DESCRIPTION OF THE TASK: From the records that follow, copy every line that contains the word "Stradela".
---------- AVAILABLE DATA ----------
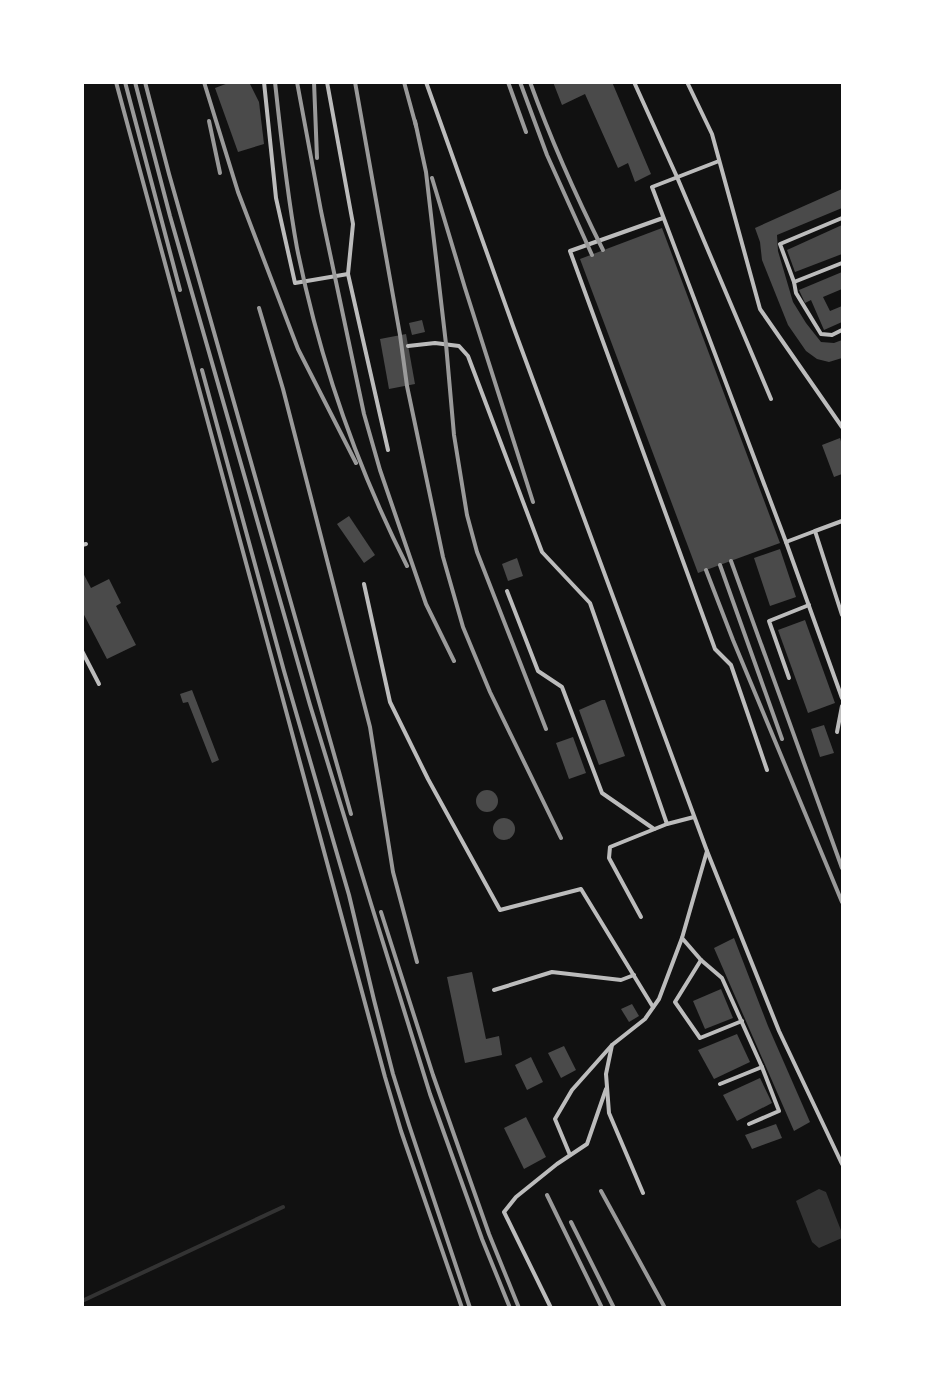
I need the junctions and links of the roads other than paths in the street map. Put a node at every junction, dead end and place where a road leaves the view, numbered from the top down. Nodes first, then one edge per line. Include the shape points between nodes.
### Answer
1 (264, 82) edge
2 (326, 82) edge
3 (426, 82) edge
4 (634, 82) edge
5 (687, 82) edge
6 (719, 160) junction
7 (677, 178) junction
8 (664, 218) junction
9 (842, 218) edge
10 (842, 263) edge
11 (348, 274) junction
12 (794, 282) junction
13 (842, 330) edge
14 (408, 346) dead end
15 (771, 398) dead end
16 (842, 427) edge
17 (388, 450) dead end
18 (842, 521) edge
19 (815, 532) junction
20 (786, 542) junction
21 (364, 584) dead end
22 (507, 591) dead end
23 (809, 605) junction
24 (842, 615) edge
25 (82, 651) edge
26 (789, 678) dead end
27 (99, 684) dead end
28 (842, 698) edge
29 (842, 706) edge
30 (837, 732) dead end
31 (767, 770) dead end
32 (694, 817) junction
33 (667, 824) junction
34 (654, 829) junction
35 (707, 851) junction
36 (641, 917) dead end
37 (682, 938) junction
38 (701, 960) junction
39 (634, 975) junction
40 (494, 990) dead end
41 (654, 1007) junction
42 (742, 1021) junction
43 (612, 1045) junction
44 (762, 1067) junction
45 (720, 1084) dead end
46 (607, 1087) junction
47 (749, 1124) dead end
48 (570, 1155) junction
49 (842, 1164) edge
50 (643, 1193) dead end
51 (551, 1308) edge

1 - 11 lane via 276,198 295,283
2 - 11 lane via 353,224
3 - 32 lane
4 - 7 lane
5 - 6 lane via 712,134
6 - 7 lane
6 - 16 lane via 760,309
7 - 8 lane via 652,187
7 - 15 lane
8 - 20 lane
8 - 31 lane via 570,252 715,649 731,665
9 - 12 lane via 780,244
10 - 12 lane
11 - 17 lane
12 - 13 lane via 796,293 821,334 832,335
14 - 33 lane via 434,343 460,346 468,356 542,552 590,603
18 - 19 lane
19 - 20 lane
19 - 24 lane
20 - 23 lane
21 - 39 lane via 390,702 500,910 581,890
22 - 34 lane via 538,671 562,687 602,793
23 - 26 lane via 769,621
23 - 28 lane
25 - 27 lane
29 - 30 lane
32 - 33 lane
32 - 35 lane
33 - 34 lane
34 - 36 lane via 610,847 609,858
35 - 37 lane
35 - 49 lane via 779,1031
37 - 38 lane
37 - 41 lane
38 - 42 lane via 722,978
38 - 42 lane via 675,1002 700,1038
39 - 40 lane via 621,980 552,972
39 - 41 lane
41 - 43 lane via 645,1019
42 - 44 lane
43 - 46 lane via 606,1074
43 - 48 lane via 572,1090 555,1119
44 - 45 lane
44 - 47 lane via 779,1111
46 - 48 lane via 587,1144
46 - 50 lane via 609,1113
48 - 51 lane via 516,1197 504,1212

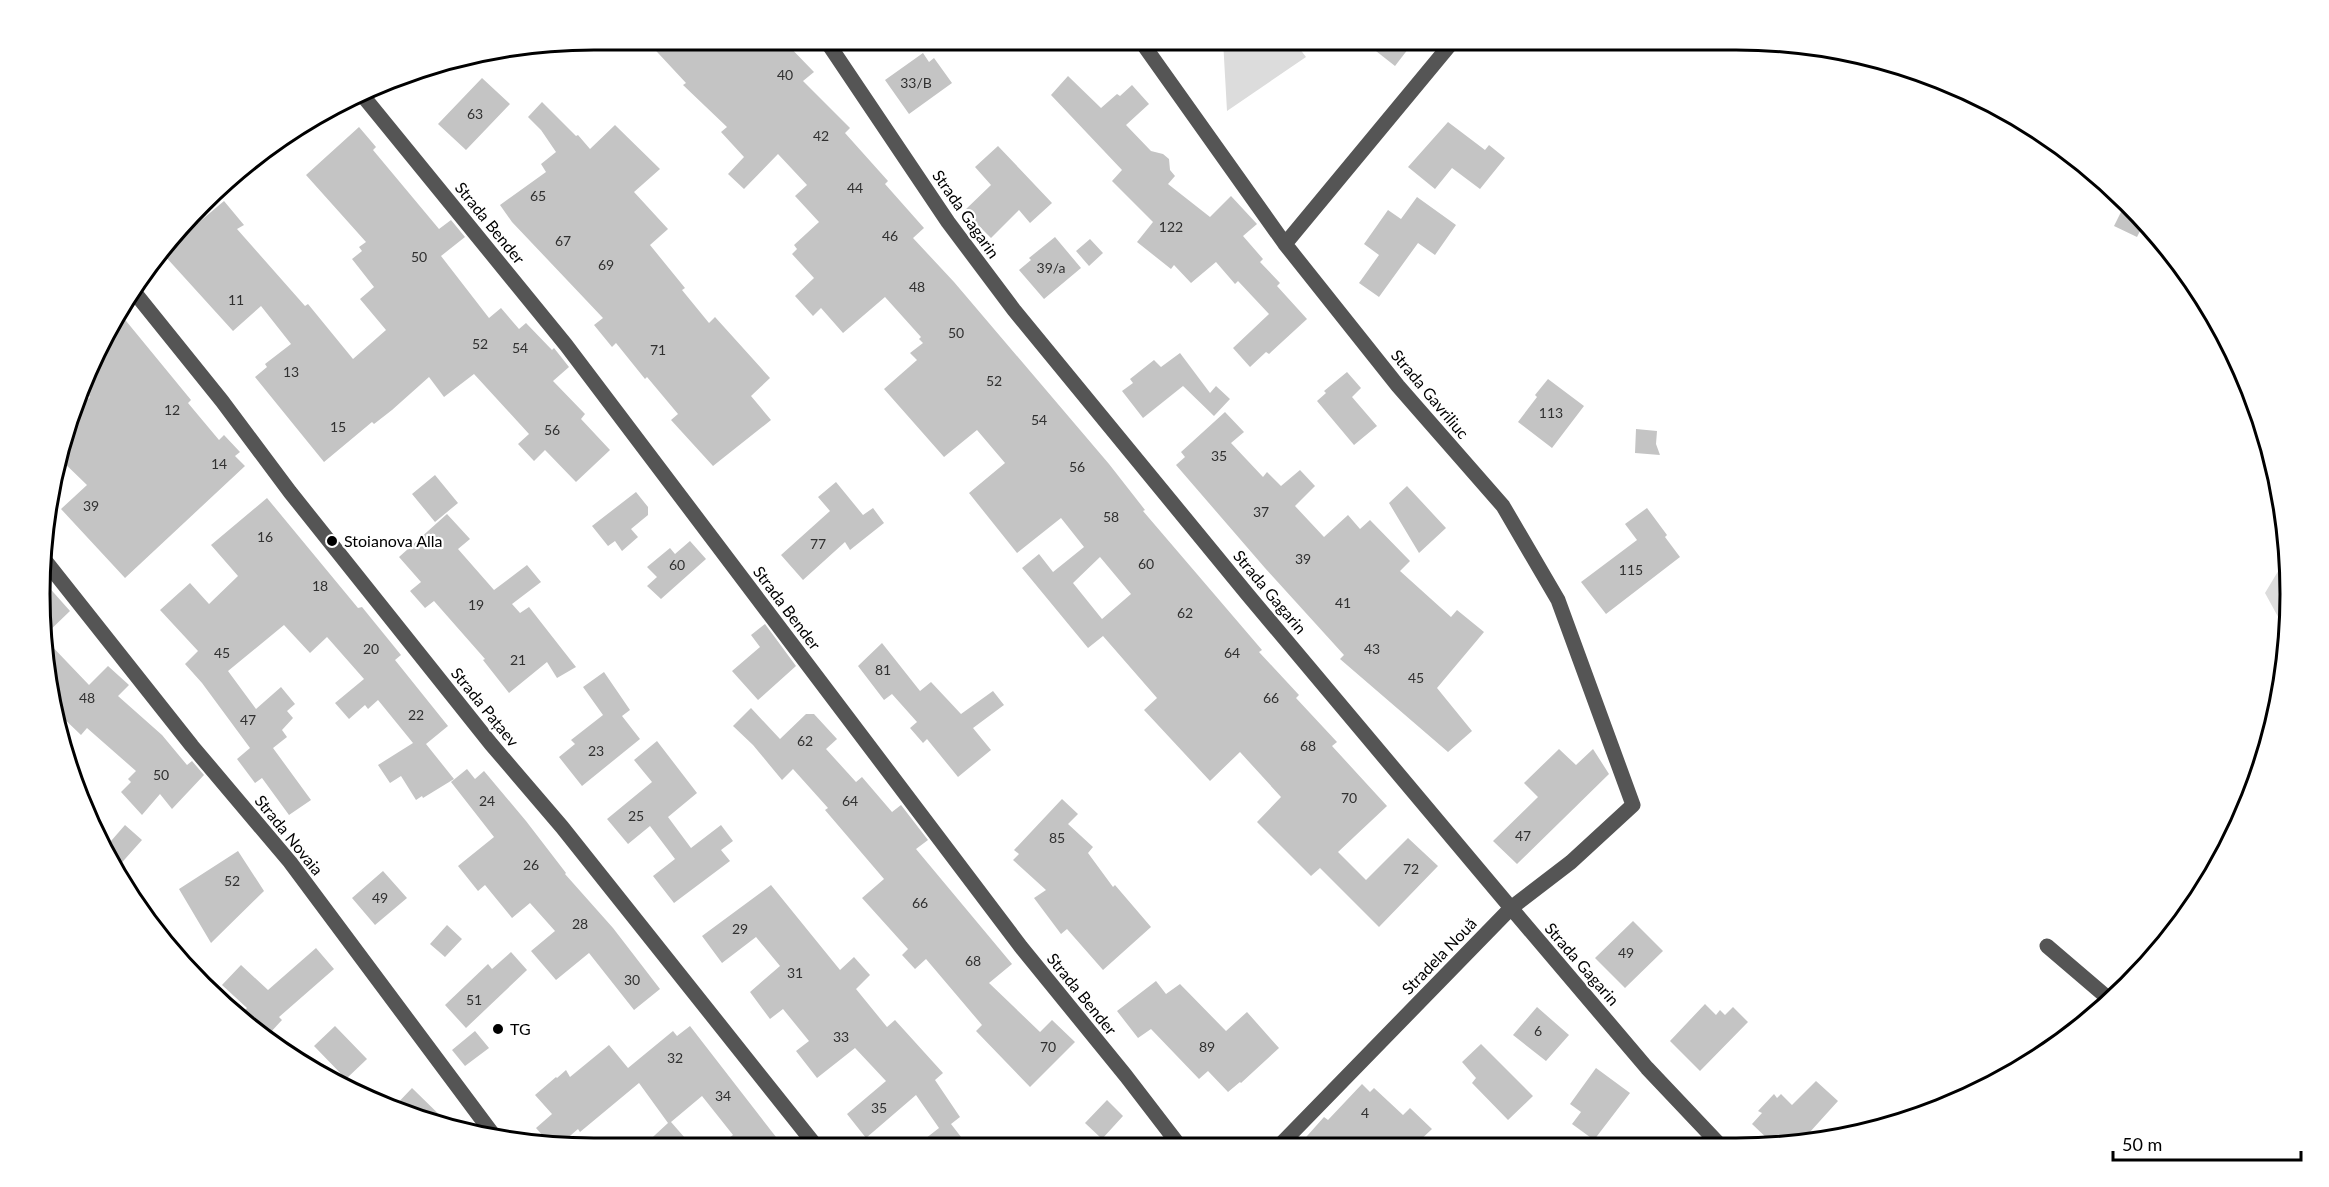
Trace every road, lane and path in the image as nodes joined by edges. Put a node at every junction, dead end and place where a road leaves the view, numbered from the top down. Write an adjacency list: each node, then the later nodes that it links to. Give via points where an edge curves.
1 (832, 50): 9 (street, Strada Gagarin, via 948,222 1014,310)
2 (1147, 50): 5 (street, Strada Gavriliuc)
3 (1446, 50): 5 (street)
4 (366, 100): 14 (street, Strada Bender, via 566,345 1021,947)
5 (1285, 244): 8 (street, Strada Gavriliuc, via 1398,386 1503,506 1558,600)
6 (138, 296): 13 (street, Strada Pațaev, via 491,744 562,827)
7 (51, 568): 12 (street, Strada Novaia, via 290,862)
8 (1633, 805): 9 (street, Stradela Nouă, via 1571,862)
9 (1511, 908): 15 (street, Stradela Nouă); 16 (street, Strada Gagarin, via 1647,1068)
10 (2048, 946): 11 (street)
11 (2103, 994)
12 (487, 1127)
13 (810, 1138)
14 (1174, 1138)
15 (1287, 1138)
16 (1713, 1138)

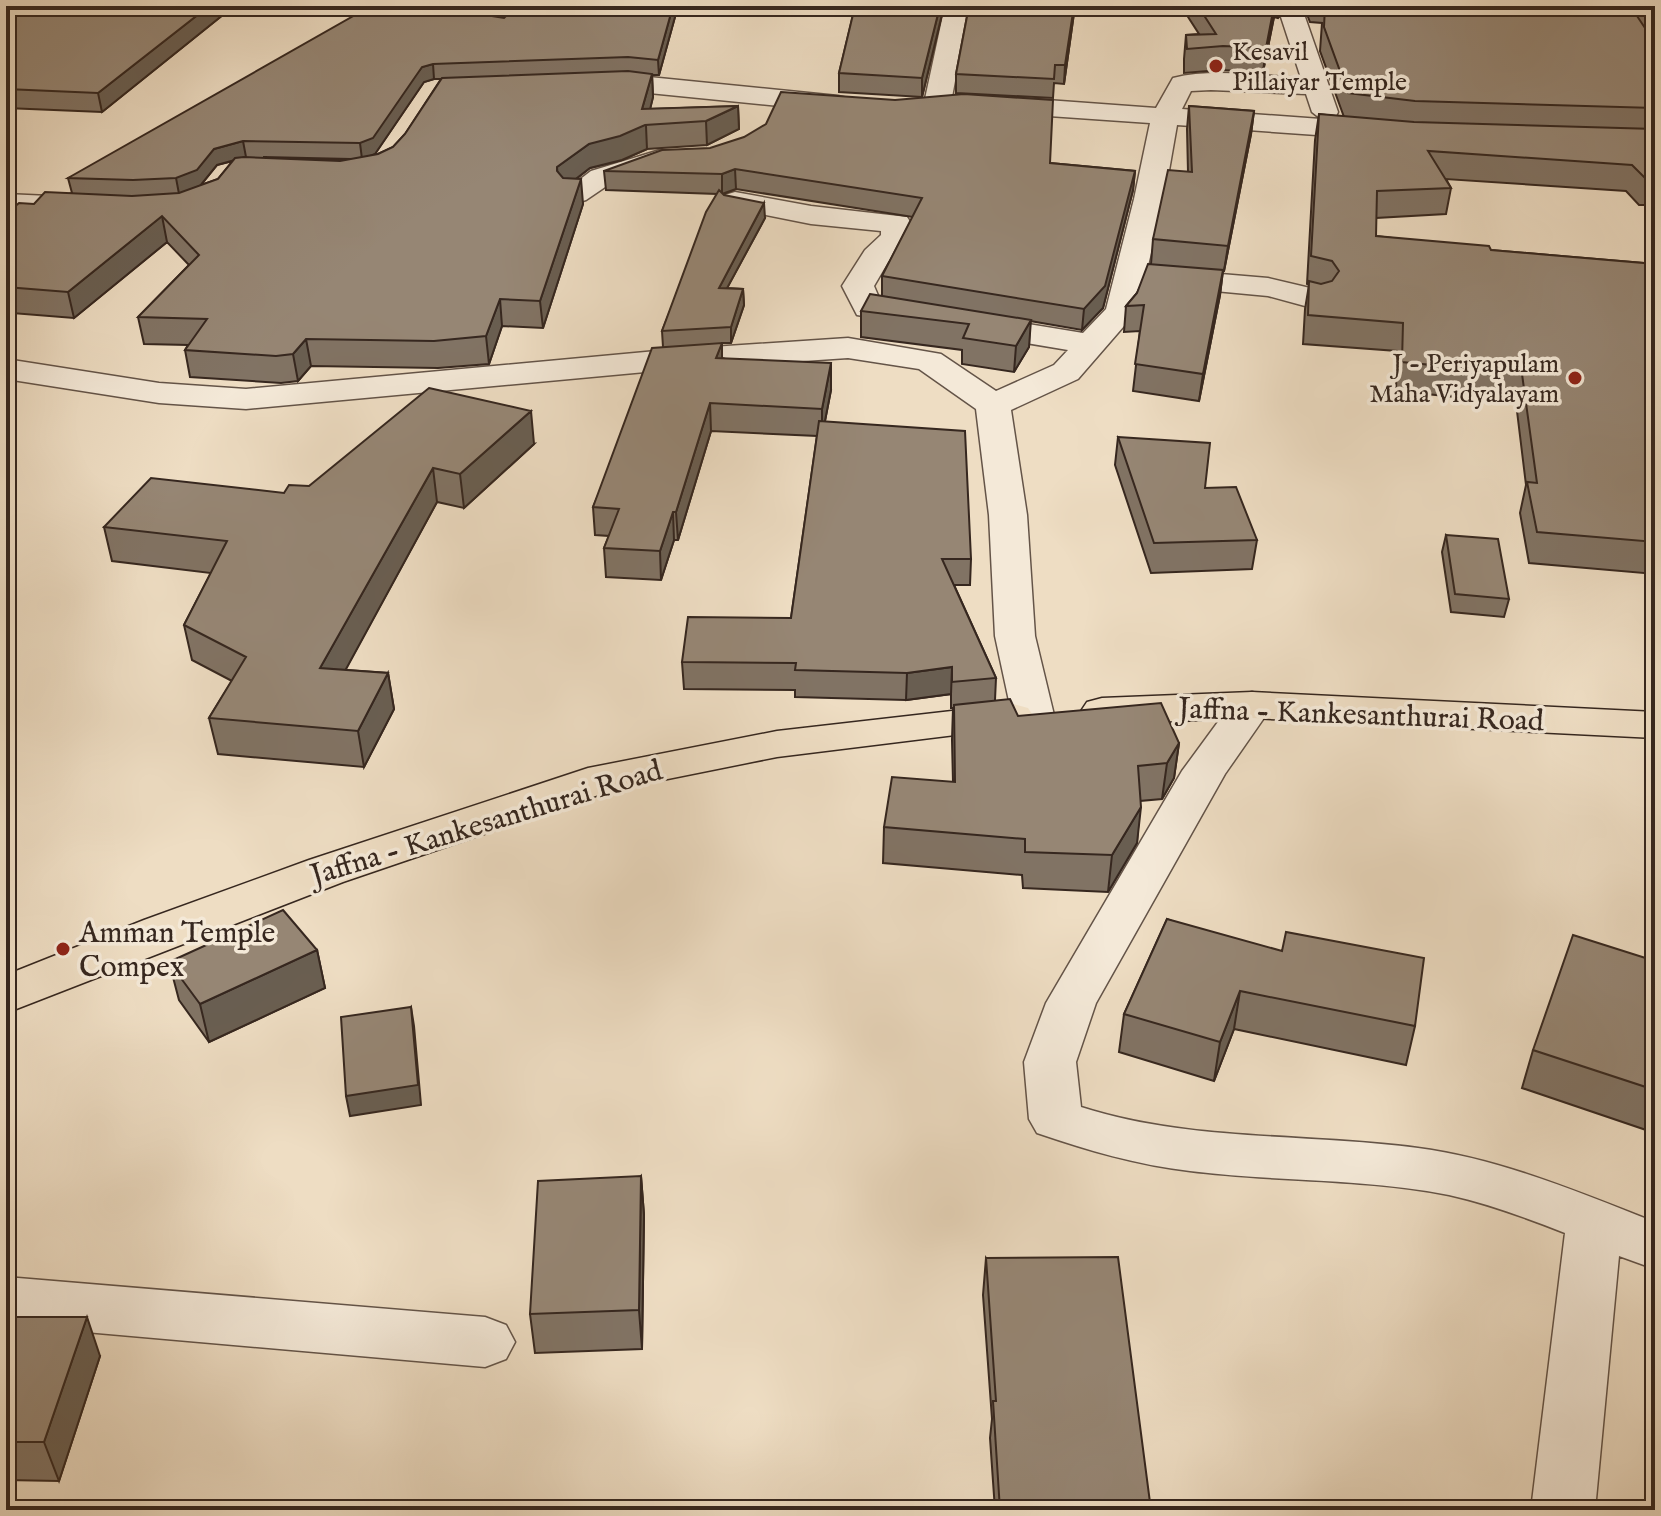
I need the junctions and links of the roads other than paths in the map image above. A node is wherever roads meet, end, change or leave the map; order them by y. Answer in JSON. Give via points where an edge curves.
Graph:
{"nodes":[{"id":1,"x":957,"y":6,"type":"edge"},
{"id":2,"x":1301,"y":6,"type":"edge"},
{"id":3,"x":572,"y":86,"type":"edge"},
{"id":4,"x":1317,"y":87,"type":"junction"},
{"id":5,"x":859,"y":106,"type":"edge"},
{"id":6,"x":1165,"y":115,"type":"junction"},
{"id":7,"x":1331,"y":128,"type":"junction"},
{"id":8,"x":1359,"y":132,"type":"edge"},
{"id":9,"x":680,"y":156,"type":"edge"},
{"id":10,"x":576,"y":194,"type":"edge"},
{"id":11,"x":735,"y":201,"type":"edge"},
{"id":12,"x":6,"y":203,"type":"edge"},
{"id":13,"x":123,"y":208,"type":"edge"},
{"id":14,"x":1128,"y":275,"type":"junction"},
{"id":15,"x":1316,"y":299,"type":"edge"},
{"id":16,"x":1091,"y":344,"type":"junction"},
{"id":17,"x":6,"y":369,"type":"edge"},
{"id":18,"x":993,"y":405,"type":"junction"},
{"id":19,"x":1252,"y":705,"type":"junction"},
{"id":20,"x":1033,"y":715,"type":"junction"},
{"id":21,"x":1655,"y":725,"type":"edge"},
{"id":22,"x":6,"y":995,"type":"edge"},
{"id":23,"x":1594,"y":1222,"type":"junction"},
{"id":24,"x":1655,"y":1246,"type":"edge"},
{"id":25,"x":6,"y":1301,"type":"edge"},
{"id":26,"x":485,"y":1342,"type":"dead end"},
{"id":27,"x":1563,"y":1510,"type":"edge"}],
"edges":[{"from":1,"to":6,"type":"street","via":[[925,109],[963,102]]},
{"from":2,"to":4,"type":"street","via":[[1293,17]]},
{"from":3,"to":5,"type":"street","via":[[629,83],[764,112]]},
{"from":4,"to":6,"type":"street","via":[[1182,84]]},
{"from":4,"to":7,"type":"street"},
{"from":6,"to":7,"type":"street"},
{"from":6,"to":14,"type":"street"},
{"from":7,"to":8,"type":"street"},
{"from":9,"to":10,"type":"street","via":[[601,177]]},
{"from":11,"to":16,"type":"street","via":[[896,223],[896,237],[858,286],[868,308]]},
{"from":12,"to":13,"type":"street"},
{"from":14,"to":15,"type":"street","via":[[1268,287]]},
{"from":14,"to":16,"type":"street","via":[[1121,311]]},
{"from":16,"to":18,"type":"street","via":[[1066,372]]},
{"from":17,"to":18,"type":"street","via":[[159,393],[246,399],[848,348],[929,361]]},
{"from":18,"to":20,"type":"street","via":[[1008,515],[1015,636]]},
{"from":19,"to":20,"type":"main road","name":"Jaffna - Kankesanthurai Road"},
{"from":19,"to":21,"type":"main road","name":"Jaffna - Kankesanthurai Road"},
{"from":19,"to":23,"type":"street","via":[[1204,771],[1071,1003],[1050,1062],[1056,1119],[1099,1136],[1154,1147],[1419,1169],[1503,1188]]},
{"from":20,"to":22,"type":"main road","name":"Jaffna - Kankesanthurai Road","via":[[777,744],[604,778],[326,871]]},
{"from":23,"to":24,"type":"street"},
{"from":23,"to":27,"type":"street"},
{"from":25,"to":26,"type":"street"}]}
----------
REPLY:
8 (1633, 805): 9 (street, Stradela Nouă, via 1571,862)
9 (1511, 908): 15 (street, Stradela Nouă); 16 (street, Strada Gagarin, via 1647,1068)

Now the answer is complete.